Test data is a necessary evil for testing and automation. It is necessary because tests simply can’t run without test case values, configuration data, and ready state (as detailed in BDD 101: Test Data). It is evil because it is challenging to handle properly. Test data may be even more dastardly when it is unpredictable, but thankfully there are decent strategies for handling unpredictability.
What is Unpredictable Test Data?
Test data is unpredictable when its values are not explicitly the same every time a test runs. For example, let’s suppose we are writing tests for a financial system that must obtain stock quotes. Mocking a stock quote service with dummy predictable data would not be appropriate for true integration or end-to-end tests. However, stock quotes act like random walks: they change values in real time, often perpetually. The name “unpredictable” could also be “non-deterministic” or “uncertain.”
Below are a few types of test data unpredictability:
- Values may be missing, mistyped, or outside of expected bounds.
- Time-sensitive data may change rapidly.
- Algorithms may yield non-deterministic results (like for machine learning).
- Data formats may change with software version updates.
- Data may have inherent randomness.
Strategies for Handling Unpredictability
Any test data is prone to be unpredictable when it comes from sources external to the automation codebase. Test must be robust enough to handle the inherent unpredictability. Below are 5 strategies for safety and recovery. The main goal is test completion – pass or fail, tests should not crash and burn due to bad test data. When in doubt, skip the test and log warnings. When really in doubt, fail it as a last resort.
Automation’s main goal is to complete tests despite unpredictability in test data.
#1: Make it Predictable
Ask, is it absolutely necessary to fetch data from unpredictable sources? Or can they be avoided by using predictable, fake data? Fake data can be provided in a number of ways, like mocks or database copies. It’s a tradeoff between test reliability and test coverage. In a risk-based test strategy, the additional test coverage may not be worthwhile if all input cases can be covered with fake data.

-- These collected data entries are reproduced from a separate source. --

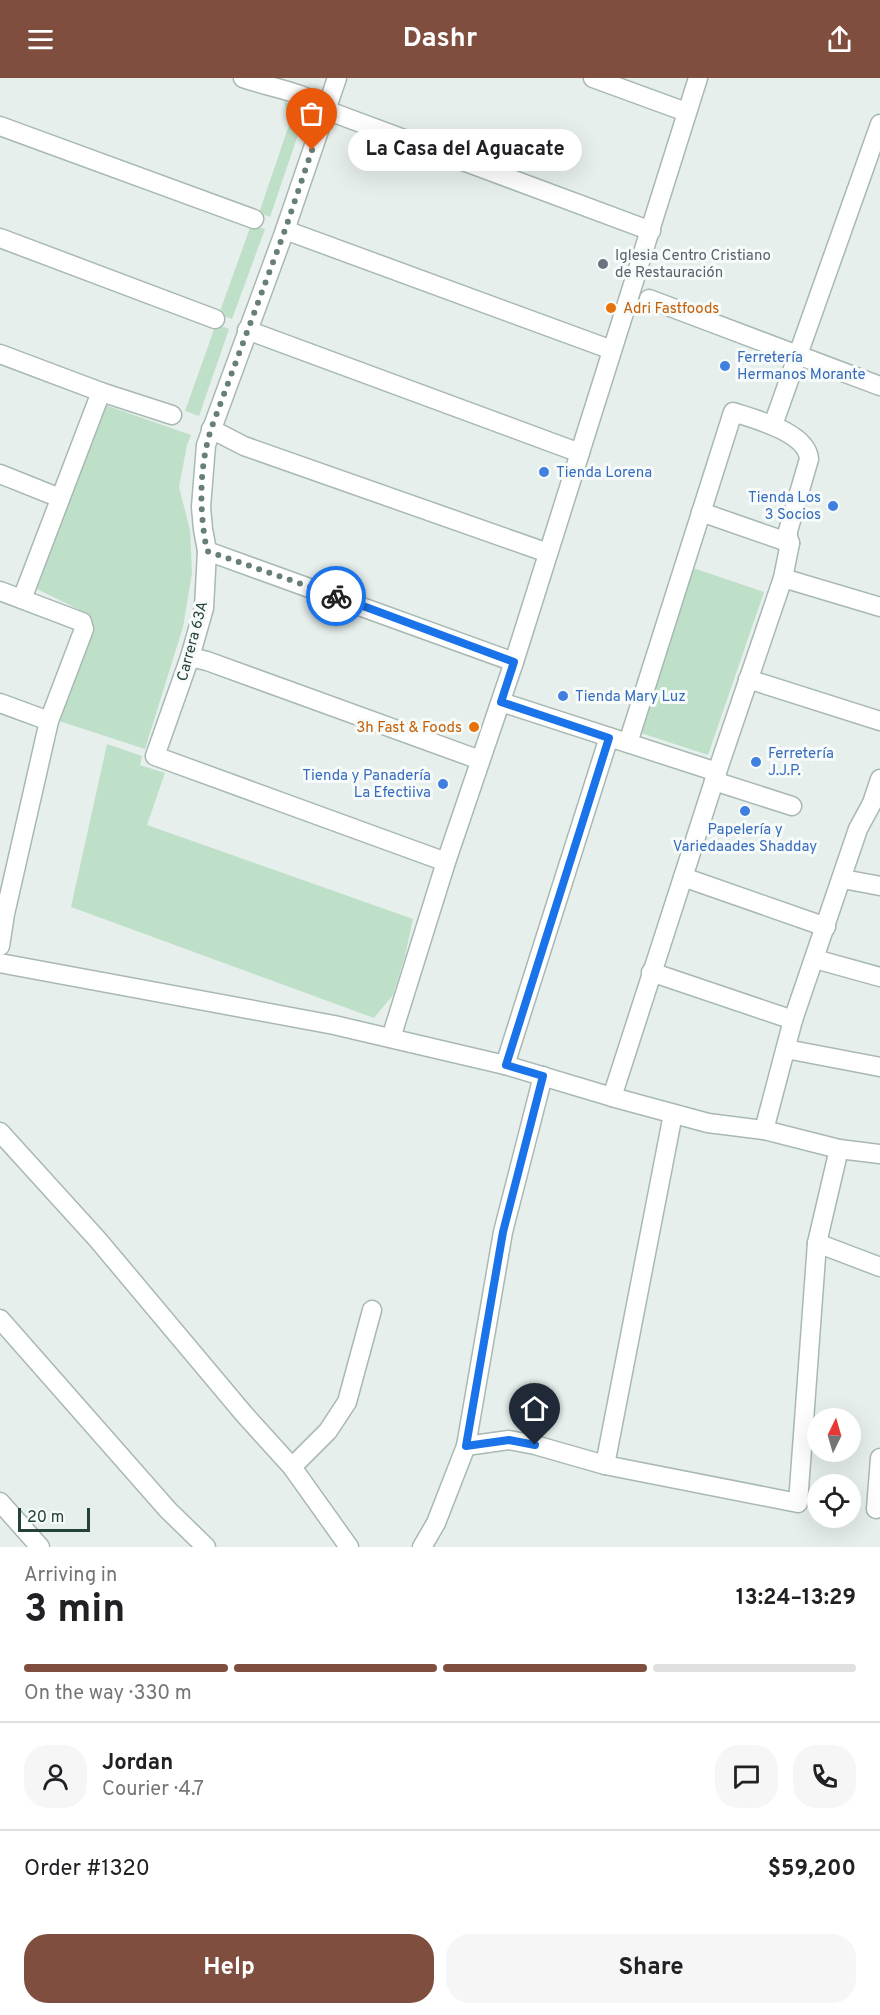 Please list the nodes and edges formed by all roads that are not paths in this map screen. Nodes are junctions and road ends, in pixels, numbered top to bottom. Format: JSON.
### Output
{"nodes":[{"id":1,"x":243,"y":78,"type":"edge"},
{"id":2,"x":338,"y":78,"type":"edge"},
{"id":3,"x":593,"y":78,"type":"edge"},
{"id":4,"x":698,"y":78,"type":"edge"},
{"id":5,"x":327,"y":109,"type":"junction"},
{"id":6,"x":686,"y":112,"type":"junction"},
{"id":7,"x":880,"y":124,"type":"edge"},
{"id":8,"x":0,"y":126,"type":"edge"},
{"id":9,"x":254,"y":219,"type":"dead end"},
{"id":10,"x":285,"y":230,"type":"junction"},
{"id":11,"x":651,"y":231,"type":"junction"},
{"id":12,"x":0,"y":238,"type":"edge"},
{"id":13,"x":649,"y":299,"type":"dead end"},
{"id":14,"x":215,"y":319,"type":"dead end"},
{"id":15,"x":247,"y":330,"type":"junction"},
{"id":16,"x":612,"y":350,"type":"junction"},
{"id":17,"x":0,"y":354,"type":"edge"},
{"id":18,"x":798,"y":355,"type":"junction"},
{"id":19,"x":880,"y":386,"type":"edge"},
{"id":20,"x":101,"y":392,"type":"junction"},
{"id":21,"x":172,"y":415,"type":"dead end"},
{"id":22,"x":773,"y":425,"type":"junction"},
{"id":23,"x":211,"y":429,"type":"junction"},
{"id":24,"x":580,"y":453,"type":"junction"},
{"id":25,"x":0,"y":474,"type":"edge"},
{"id":26,"x":60,"y":498,"type":"junction"},
{"id":27,"x":701,"y":512,"type":"junction"},
{"id":28,"x":790,"y":543,"type":"junction"},
{"id":29,"x":207,"y":551,"type":"junction"},
{"id":30,"x":548,"y":553,"type":"junction"},
{"id":31,"x":783,"y":578,"type":"junction"},
{"id":32,"x":0,"y":591,"type":"edge"},
{"id":33,"x":22,"y":599,"type":"junction"},
{"id":34,"x":880,"y":607,"type":"edge"},
{"id":35,"x":190,"y":657,"type":"junction"},
{"id":36,"x":514,"y":662,"type":"junction"},
{"id":37,"x":748,"y":679,"type":"junction"},
{"id":38,"x":501,"y":702,"type":"junction"},
{"id":39,"x":0,"y":703,"type":"edge"},
{"id":40,"x":49,"y":721,"type":"junction"},
{"id":41,"x":880,"y":721,"type":"edge"},
{"id":42,"x":609,"y":738,"type":"junction"},
{"id":43,"x":628,"y":743,"type":"junction"},
{"id":44,"x":480,"y":760,"type":"junction"},
{"id":45,"x":716,"y":776,"type":"junction"},
{"id":46,"x":880,"y":779,"type":"edge"},
{"id":47,"x":876,"y":804,"type":"edge"},
{"id":48,"x":792,"y":806,"type":"dead end"},
{"id":49,"x":446,"y":862,"type":"junction"},
{"id":50,"x":683,"y":877,"type":"junction"},
{"id":51,"x":843,"y":879,"type":"junction"},
{"id":52,"x":880,"y":886,"type":"edge"},
{"id":53,"x":2,"y":913,"type":"edge"},
{"id":54,"x":826,"y":927,"type":"junction"},
{"id":55,"x":0,"y":946,"type":"edge"},
{"id":56,"x":815,"y":959,"type":"junction"},
{"id":57,"x":0,"y":963,"type":"edge"},
{"id":58,"x":651,"y":972,"type":"junction"},
{"id":59,"x":880,"y":977,"type":"edge"},
{"id":60,"x":793,"y":1020,"type":"junction"},
{"id":61,"x":391,"y":1038,"type":"junction"},
{"id":62,"x":786,"y":1049,"type":"junction"},
{"id":63,"x":506,"y":1065,"type":"junction"},
{"id":64,"x":880,"y":1067,"type":"edge"},
{"id":65,"x":543,"y":1076,"type":"junction"},
{"id":66,"x":612,"y":1097,"type":"junction"},
{"id":67,"x":673,"y":1114,"type":"junction"},
{"id":68,"x":764,"y":1130,"type":"junction"},
{"id":69,"x":0,"y":1132,"type":"edge"},
{"id":70,"x":839,"y":1149,"type":"junction"},
{"id":71,"x":880,"y":1154,"type":"edge"},
{"id":72,"x":818,"y":1243,"type":"junction"},
{"id":73,"x":880,"y":1267,"type":"edge"},
{"id":74,"x":372,"y":1310,"type":"dead end"},
{"id":75,"x":0,"y":1319,"type":"edge"},
{"id":76,"x":466,"y":1446,"type":"junction"},
{"id":77,"x":880,"y":1458,"type":"edge"},
{"id":78,"x":605,"y":1465,"type":"junction"},
{"id":79,"x":292,"y":1467,"type":"junction"},
{"id":80,"x":0,"y":1502,"type":"edge"},
{"id":81,"x":876,"y":1509,"type":"dead end"},
{"id":82,"x":40,"y":1547,"type":"edge"},
{"id":83,"x":206,"y":1547,"type":"edge"},
{"id":84,"x":349,"y":1547,"type":"edge"},
{"id":85,"x":422,"y":1547,"type":"edge"}],
"edges":[{"from":1,"to":5,"type":"street"},
{"from":2,"to":5,"type":"street","name":"Carrera 63A"},
{"from":3,"to":6,"type":"street"},
{"from":4,"to":6,"type":"street"},
{"from":5,"to":10,"type":"street","name":"Carrera 63A"},
{"from":5,"to":11,"type":"street"},
{"from":6,"to":11,"type":"street"},
{"from":7,"to":18,"type":"street"},
{"from":8,"to":9,"type":"street"},
{"from":10,"to":15,"type":"street","name":"Carrera 63A"},
{"from":10,"to":16,"type":"street"},
{"from":11,"to":16,"type":"street"},
{"from":12,"to":14,"type":"street"},
{"from":13,"to":18,"type":"street"},
{"from":15,"to":23,"type":"street","name":"Carrera 63A"},
{"from":15,"to":24,"type":"street"},
{"from":16,"to":24,"type":"street"},
{"from":17,"to":20,"type":"street"},
{"from":18,"to":19,"type":"street"},
{"from":18,"to":22,"type":"street"},
{"from":20,"to":21,"type":"street"},
{"from":20,"to":26,"type":"street"},
{"from":22,"to":27,"type":"street"},
{"from":22,"to":28,"type":"street"},
{"from":23,"to":29,"type":"street","name":"Carrera 63A"},
{"from":23,"to":30,"type":"street"},
{"from":24,"to":30,"type":"street"},
{"from":25,"to":26,"type":"street"},
{"from":26,"to":33,"type":"street"},
{"from":27,"to":28,"type":"street"},
{"from":27,"to":43,"type":"street"},
{"from":28,"to":31,"type":"street"},
{"from":29,"to":35,"type":"street","name":"Carrera 63A"},
{"from":29,"to":36,"type":"street"},
{"from":30,"to":36,"type":"street"},
{"from":31,"to":34,"type":"street"},
{"from":31,"to":37,"type":"street"},
{"from":32,"to":33,"type":"street"},
{"from":33,"to":40,"type":"street"},
{"from":35,"to":44,"type":"street"},
{"from":35,"to":49,"type":"street","name":"Carrera 63A"},
{"from":36,"to":38,"type":"street"},
{"from":37,"to":41,"type":"street"},
{"from":37,"to":45,"type":"street"},
{"from":38,"to":42,"type":"street"},
{"from":38,"to":44,"type":"street"},
{"from":39,"to":40,"type":"street"},
{"from":40,"to":53,"type":"street"},
{"from":42,"to":43,"type":"street"},
{"from":42,"to":63,"type":"street"},
{"from":43,"to":45,"type":"street"},
{"from":44,"to":49,"type":"street"},
{"from":45,"to":48,"type":"street"},
{"from":45,"to":50,"type":"street"},
{"from":46,"to":47,"type":"street"},
{"from":47,"to":51,"type":"street"},
{"from":49,"to":61,"type":"street"},
{"from":50,"to":54,"type":"street"},
{"from":50,"to":58,"type":"street"},
{"from":51,"to":52,"type":"street"},
{"from":51,"to":54,"type":"street"},
{"from":53,"to":55,"type":"street"},
{"from":54,"to":56,"type":"street"},
{"from":56,"to":59,"type":"street"},
{"from":56,"to":60,"type":"street"},
{"from":57,"to":61,"type":"street"},
{"from":58,"to":60,"type":"street"},
{"from":58,"to":66,"type":"street"},
{"from":60,"to":62,"type":"street"},
{"from":61,"to":63,"type":"street"},
{"from":62,"to":64,"type":"street"},
{"from":62,"to":68,"type":"street"},
{"from":63,"to":65,"type":"street"},
{"from":65,"to":66,"type":"street"},
{"from":65,"to":76,"type":"street"},
{"from":66,"to":67,"type":"street"},
{"from":67,"to":68,"type":"street"},
{"from":67,"to":78,"type":"street"},
{"from":68,"to":70,"type":"street"},
{"from":69,"to":79,"type":"street"},
{"from":70,"to":71,"type":"street"},
{"from":70,"to":72,"type":"street"},
{"from":72,"to":73,"type":"street"},
{"from":72,"to":78,"type":"street"},
{"from":74,"to":79,"type":"street"},
{"from":75,"to":83,"type":"street"},
{"from":76,"to":78,"type":"street"},
{"from":76,"to":85,"type":"street"},
{"from":77,"to":81,"type":"street"},
{"from":79,"to":84,"type":"street"},
{"from":80,"to":82,"type":"street"}]}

Nevertheless, unpredictable data sometimes cannot or should not be avoided.
#2: Write Defensive Assertions
When reading data, make assertions to guarantee correctness. Assertions are an easy way to abort a test immediately if any problems are found. Assertions could make sure that values are not null, contain all required pieces, and fit the expected format.
#3: Handle Healthy Bounds
Tests using unpredictable data should be able to handle acceptable ranges of values instead of specific pinpointed values. This could mean including error margins in calculations or using regular expressions to match strings. Assertions may need to do some extra preliminary processing to handle ranges instead of singular values. Any anomalies should be reported as warnings.

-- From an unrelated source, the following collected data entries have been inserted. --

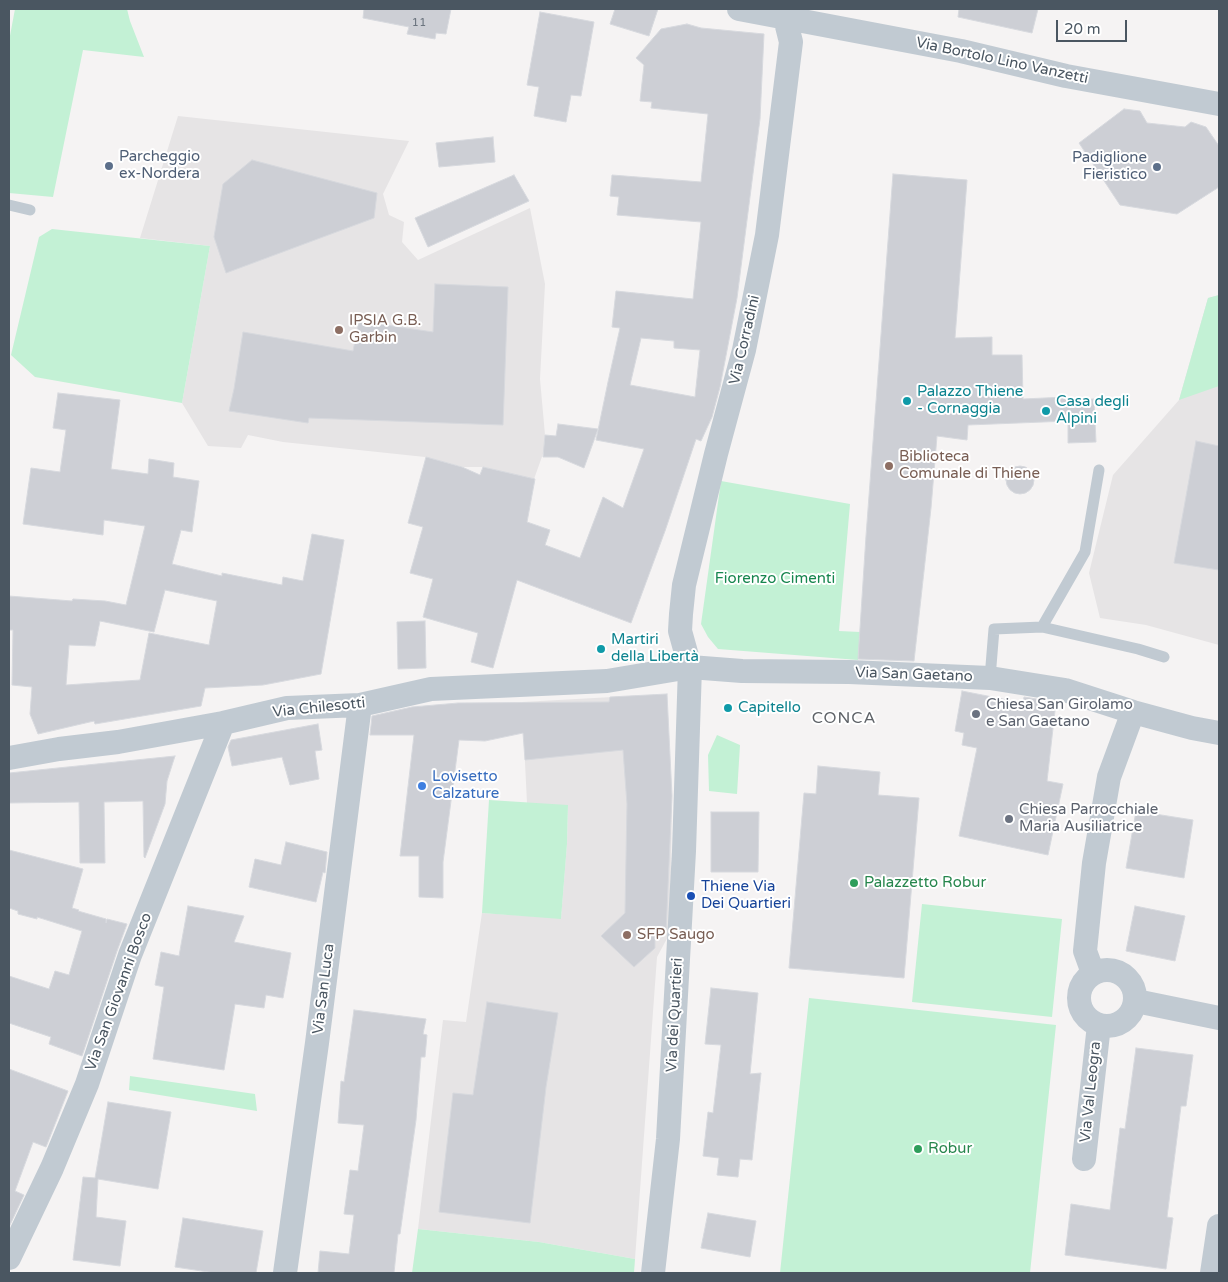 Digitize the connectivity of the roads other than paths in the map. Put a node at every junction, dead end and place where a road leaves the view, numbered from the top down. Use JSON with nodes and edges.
{"nodes":[{"id":1,"x":739,"y":9,"type":"edge"},
{"id":2,"x":785,"y":13,"type":"edge"},
{"id":3,"x":1219,"y":104,"type":"edge"},
{"id":4,"x":9,"y":205,"type":"edge"},
{"id":5,"x":30,"y":210,"type":"dead end"},
{"id":6,"x":1099,"y":470,"type":"dead end"},
{"id":7,"x":1042,"y":627,"type":"junction"},
{"id":8,"x":1164,"y":657,"type":"dead end"},
{"id":9,"x":690,"y":666,"type":"junction"},
{"id":10,"x":990,"y":678,"type":"junction"},
{"id":11,"x":360,"y":705,"type":"junction"},
{"id":12,"x":1133,"y":712,"type":"junction"},
{"id":13,"x":223,"y":723,"type":"junction"},
{"id":14,"x":1219,"y":734,"type":"edge"},
{"id":15,"x":9,"y":758,"type":"edge"},
{"id":16,"x":1093,"y":973,"type":"junction"},
{"id":17,"x":1136,"y":1001,"type":"junction"},
{"id":18,"x":1219,"y":1018,"type":"edge"},
{"id":19,"x":1099,"y":1025,"type":"junction"},
{"id":20,"x":1084,"y":1159,"type":"dead end"},
{"id":21,"x":1219,"y":1226,"type":"edge"},
{"id":22,"x":9,"y":1258,"type":"edge"},
{"id":23,"x":285,"y":1273,"type":"edge"},
{"id":24,"x":653,"y":1273,"type":"edge"},
{"id":25,"x":1212,"y":1273,"type":"edge"}],
"edges":[{"from":1,"to":2,"type":"street","name":"Via Bortolo Lino Vanzetti"},
{"from":2,"to":3,"type":"street","name":"Via Bortolo Lino Vanzetti"},
{"from":2,"to":9,"type":"street","name":"Via Corradini"},
{"from":4,"to":5,"type":"lane"},
{"from":6,"to":7,"type":"lane"},
{"from":7,"to":8,"type":"lane"},
{"from":7,"to":10,"type":"lane"},
{"from":9,"to":10,"type":"street","name":"Via San Gaetano"},
{"from":9,"to":11,"type":"street","name":"Via Chilesotti"},
{"from":9,"to":24,"type":"street","name":"Via dei Quartieri"},
{"from":10,"to":12,"type":"street","name":"Via San Gaetano"},
{"from":11,"to":13,"type":"street","name":"Via Chilesotti"},
{"from":11,"to":23,"type":"street","name":"Via San Luca"},
{"from":12,"to":14,"type":"street","name":"Via San Gaetano"},
{"from":12,"to":16,"type":"street"},
{"from":13,"to":15,"type":"street","name":"Via Chilesotti"},
{"from":13,"to":22,"type":"street","name":"Via San Giovanni Bosco"},
{"from":16,"to":17,"type":"street"},
{"from":16,"to":19,"type":"street","name":"Via Val Leogra"},
{"from":17,"to":18,"type":"street"},
{"from":17,"to":19,"type":"street","name":"Via Val Leogra"},
{"from":19,"to":20,"type":"street","name":"Via Val Leogra"},
{"from":21,"to":25,"type":"street"}]}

For the stock quote example, the following would be ways to handle healthy bounds:
- Abort if the quote value is non-numeric or negative.
- Warn if the value is $0 or greater than $1M.
- Continue for values between $0 and $1M.
#4: Scrub the Data
Sometimes, data problems can be “scrubbed” away. Formats can be fixed, missing values can be populated, and given values can be adjusted or filtered. Scrubbing data may not always be appropriate, but if possible, it can mean a test will be completed instead of aborted.
#5: Do Retries
Data may need to be fetched again if it isn’t right the first time. Retries are applicable for data that changes frequently or is random. The automation framework should have a mechanism to retry data access after a waiting period. Set retry limits and wait times appropriately – don’t waste too much time. Retries should also be done as close to the point of failure as possible. Retrying the whole test is possible but not as efficient as retrying a single service call.
Unpredictable test data shouldn’t be a show-stopper – it just need special attention. Nevertheless, try to limit test automation’s dependence on external data sources.